Jiangsu Provincial Key Laboratory of Crop Genetics and Physiology, Co-Innovation Center for Modern Production Technology of Grain Crops, Key Laboratory of Plant Functional Genomics of Ministry of Education, Yangzhou University, 225009, Yangzhou, China.
Jiangsu Yanjiang Institute of Agricultural Sciences, 226541, Nantong, China.
Heredity (Edinb). 2020 Jan;124(1):122-134. doi: 10.1038/s41437-019-0251-x. Epub 2019 Jul 29.
Seed filling is a dynamic process that determines seed size and nutritional quality. This time-dependent trait follows a logistic (S-shaped) growth curve that can be described by a logistic function, with parameters of biological relevance. When compared between genotypes, the filling dynamics variations are explained by the differences of parameter values; as such, the parameter estimates can be considered as "traits" for genetic analysis to identify loci that are associated with the seed-filling process.
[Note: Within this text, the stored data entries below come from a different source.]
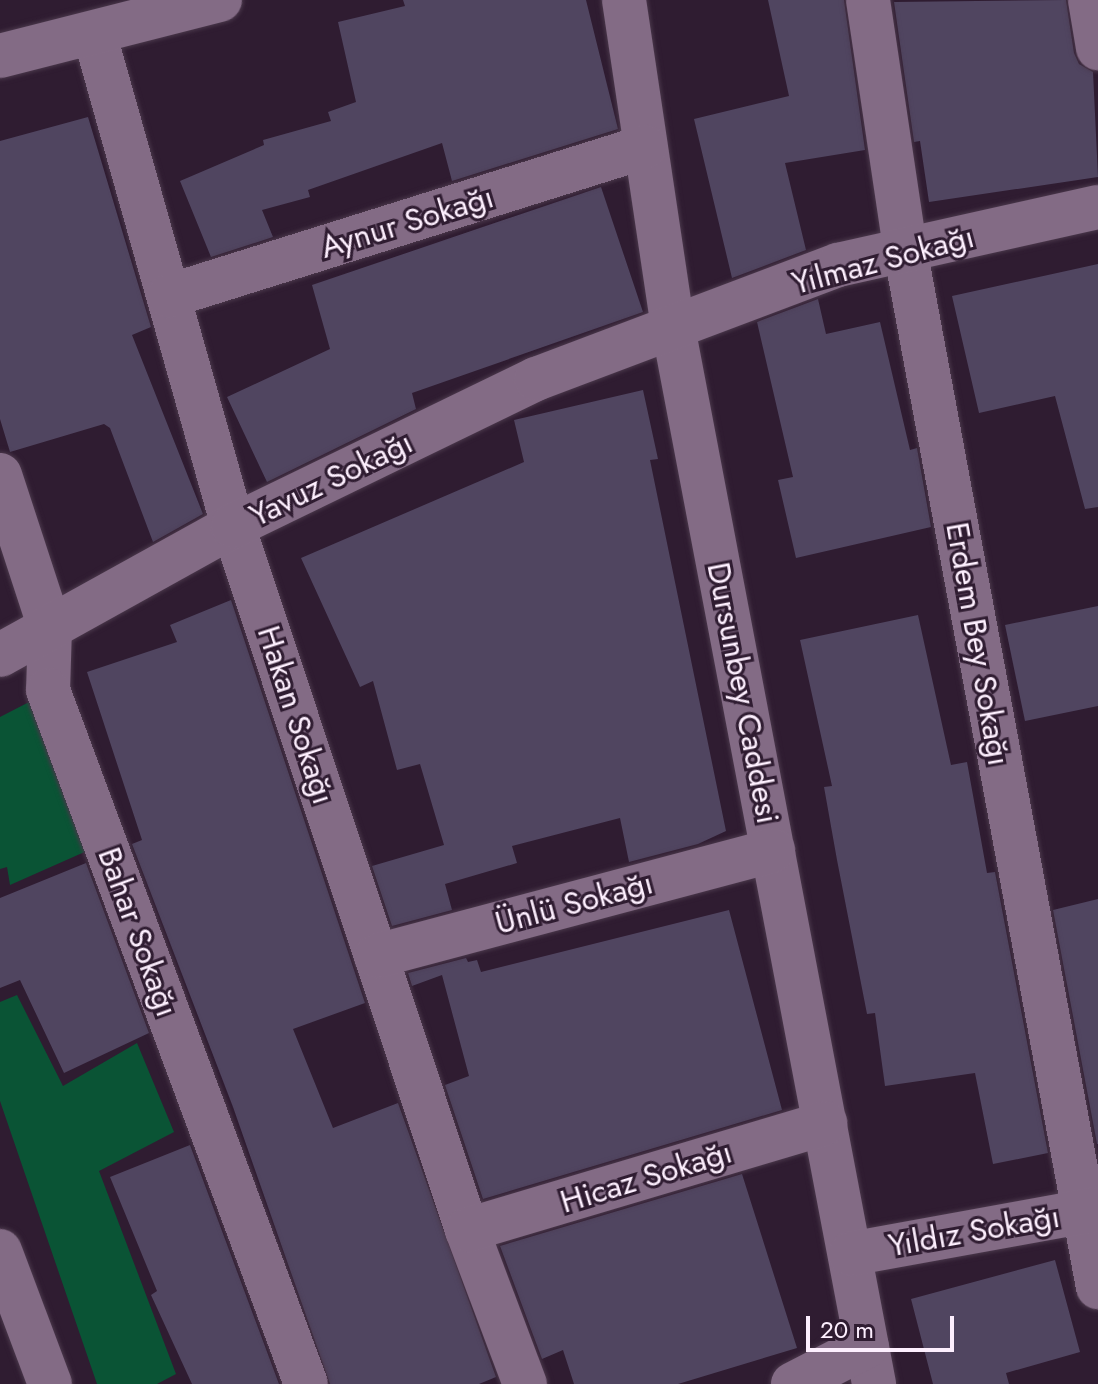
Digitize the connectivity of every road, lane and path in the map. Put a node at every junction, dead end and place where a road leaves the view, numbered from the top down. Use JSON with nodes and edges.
{"nodes":[{"id":1,"x":220,"y":0,"type":"edge"},
{"id":2,"x":624,"y":0,"type":"edge"},
{"id":3,"x":868,"y":0,"type":"edge"},
{"id":4,"x":1090,"y":0,"type":"edge"},
{"id":5,"x":95,"y":36,"type":"junction"},
{"id":6,"x":1098,"y":48,"type":"edge"},
{"id":7,"x":0,"y":56,"type":"edge"},
{"id":8,"x":645,"y":147,"type":"junction"},
{"id":9,"x":1098,"y":207,"type":"edge"},
{"id":10,"x":905,"y":249,"type":"junction"},
{"id":11,"x":169,"y":296,"type":"junction"},
{"id":12,"x":673,"y":327,"type":"junction"},
{"id":13,"x":0,"y":475,"type":"edge"},
{"id":14,"x":233,"y":526,"type":"junction"},
{"id":15,"x":50,"y":628,"type":"junction"},
{"id":16,"x":0,"y":655,"type":"edge"},
{"id":17,"x":773,"y":850,"type":"junction"},
{"id":18,"x":376,"y":956,"type":"junction"},
{"id":19,"x":825,"y":1123,"type":"junction"},
{"id":20,"x":1091,"y":1210,"type":"edge"},
{"id":21,"x":467,"y":1230,"type":"junction"},
{"id":22,"x":0,"y":1251,"type":"edge"},
{"id":23,"x":850,"y":1254,"type":"junction"},
{"id":24,"x":1098,"y":1287,"type":"edge"},
{"id":25,"x":871,"y":1365,"type":"edge"},
{"id":26,"x":50,"y":1384,"type":"edge"},
{"id":27,"x":306,"y":1384,"type":"edge"},
{"id":28,"x":525,"y":1384,"type":"edge"},
{"id":29,"x":793,"y":1384,"type":"edge"}],
"edges":[{"from":1,"to":5,"type":"street"},
{"from":2,"to":8,"type":"street","name":"Dursunbey Caddesi"},
{"from":3,"to":10,"type":"street","name":"Erdem Bey Sokağı"},
{"from":4,"to":6,"type":"street"},
{"from":5,"to":7,"type":"street"},
{"from":5,"to":11,"type":"street","name":"Hakan Sokağı"},
{"from":8,"to":11,"type":"street","name":"Aynur Sokağı"},
{"from":8,"to":12,"type":"street","name":"Dursunbey Caddesi"},
{"from":9,"to":10,"type":"street","name":"Yılmaz Sokağı"},
{"from":10,"to":12,"type":"street","name":"Yılmaz Sokağı"},
{"from":10,"to":20,"type":"street","name":"Erdem Bey Sokağı"},
{"from":11,"to":14,"type":"street","name":"Hakan Sokağı"},
{"from":12,"to":14,"type":"street","name":"Yavuz Sokağı"},
{"from":12,"to":17,"type":"street","name":"Dursunbey Caddesi"},
{"from":13,"to":15,"type":"street","name":"Bahar Sokağı"},
{"from":14,"to":15,"type":"street","name":"Yavuz Sokağı"},
{"from":14,"to":18,"type":"street","name":"Hakan Sokağı"},
{"from":15,"to":16,"type":"street","name":"Yavuz Sokağı"},
{"from":15,"to":27,"type":"street","name":"Bahar Sokağı"},
{"from":17,"to":18,"type":"street","name":"Ünlü Sokağı"},
{"from":17,"to":19,"type":"street","name":"Dursunbey Caddesi"},
{"from":18,"to":21,"type":"street","name":"Hakan Sokağı"},
{"from":19,"to":21,"type":"street","name":"Hicaz Sokağı"},
{"from":19,"to":23,"type":"street","name":"Dursunbey Caddesi"},
{"from":20,"to":23,"type":"street","name":"Yıldız Sokağı"},
{"from":20,"to":24,"type":"street","name":"Erdem Bey Sokağı"},
{"from":21,"to":28,"type":"street","name":"Hakan Sokağı"},
{"from":22,"to":26,"type":"street"},
{"from":23,"to":25,"type":"street","name":"Dursunbey Caddesi"},
{"from":25,"to":29,"type":"street"}]}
We carried out genetic and genomic analysis of the seed-filling process in maize, using a recombinant inbred line (RIL) population derived from the two inbred lines with contrasting seed-filling dynamics. We recorded seed dry weight at 14 time points after pollination, spanning the early filling phases to the late maturation stages. Fitting these data to a logistic model allowed for estimating 12 characteristic parameters that can be used to meaningfully describe the seed-filling process. Quantitative trait locus (QTL) mapping of these parameters identified a total of 90 nonredundant loci. Using bulked segregant RNA-sequencing (BSR-seq) analysis, we identified eight genes that showed differential gene expression patterns at multiple time points between the extreme pools, and these genes co-localize with the mapped QTL regions. Two of the eight genes, GRMZM2G391936 and GRMZM2G008263, are implicated in starch and sucrose metabolism, and biosynthesis of secondary metabolites that are well known for playing a vital role in seed filling. This study suggests that the logistic model-based approach can efficiently identify genetic loci that regulate dynamic developing traits.
种子灌浆是一个决定种子大小和营养品质的动态过程。这个时间依赖的特征遵循逻辑斯蒂(S 形)生长曲线,可以用逻辑斯蒂函数来描述,其中包含具有生物学意义的参数。在比较基因型之间的差异时,填充动态的变化可以用参数值的差异来解释;因此,参数估计可以被认为是用于遗传分析的“特征”,以鉴定与种子灌浆过程相关的基因座。我们使用来自具有相反灌浆动态的两个自交系的重组自交系(RIL)群体,对玉米的灌浆过程进行了遗传和基因组分析。我们在授粉后 14 个时间点记录种子的干重,涵盖了早期灌浆阶段到后期成熟阶段。将这些数据拟合到逻辑模型中,可以估计 12 个特征参数,这些参数可用于有意义地描述种子灌浆过程。对这些参数进行数量性状位点(QTL)作图,总共鉴定到 90 个非冗余基因座。使用混池分离 RNA 测序(BSR-seq)分析,我们在两个极端群体之间的多个时间点鉴定到了 8 个表现出差异基因表达模式的基因,这些基因与映射的 QTL 区域共定位。这 8 个基因中的两个,GRMZM2G391936 和 GRMZM2G008263,与淀粉和蔗糖代谢以及次生代谢物的生物合成有关,这些代谢物在种子灌浆中起着至关重要的作用。这项研究表明,基于逻辑模型的方法可以有效地鉴定调节动态发育特征的遗传基因座。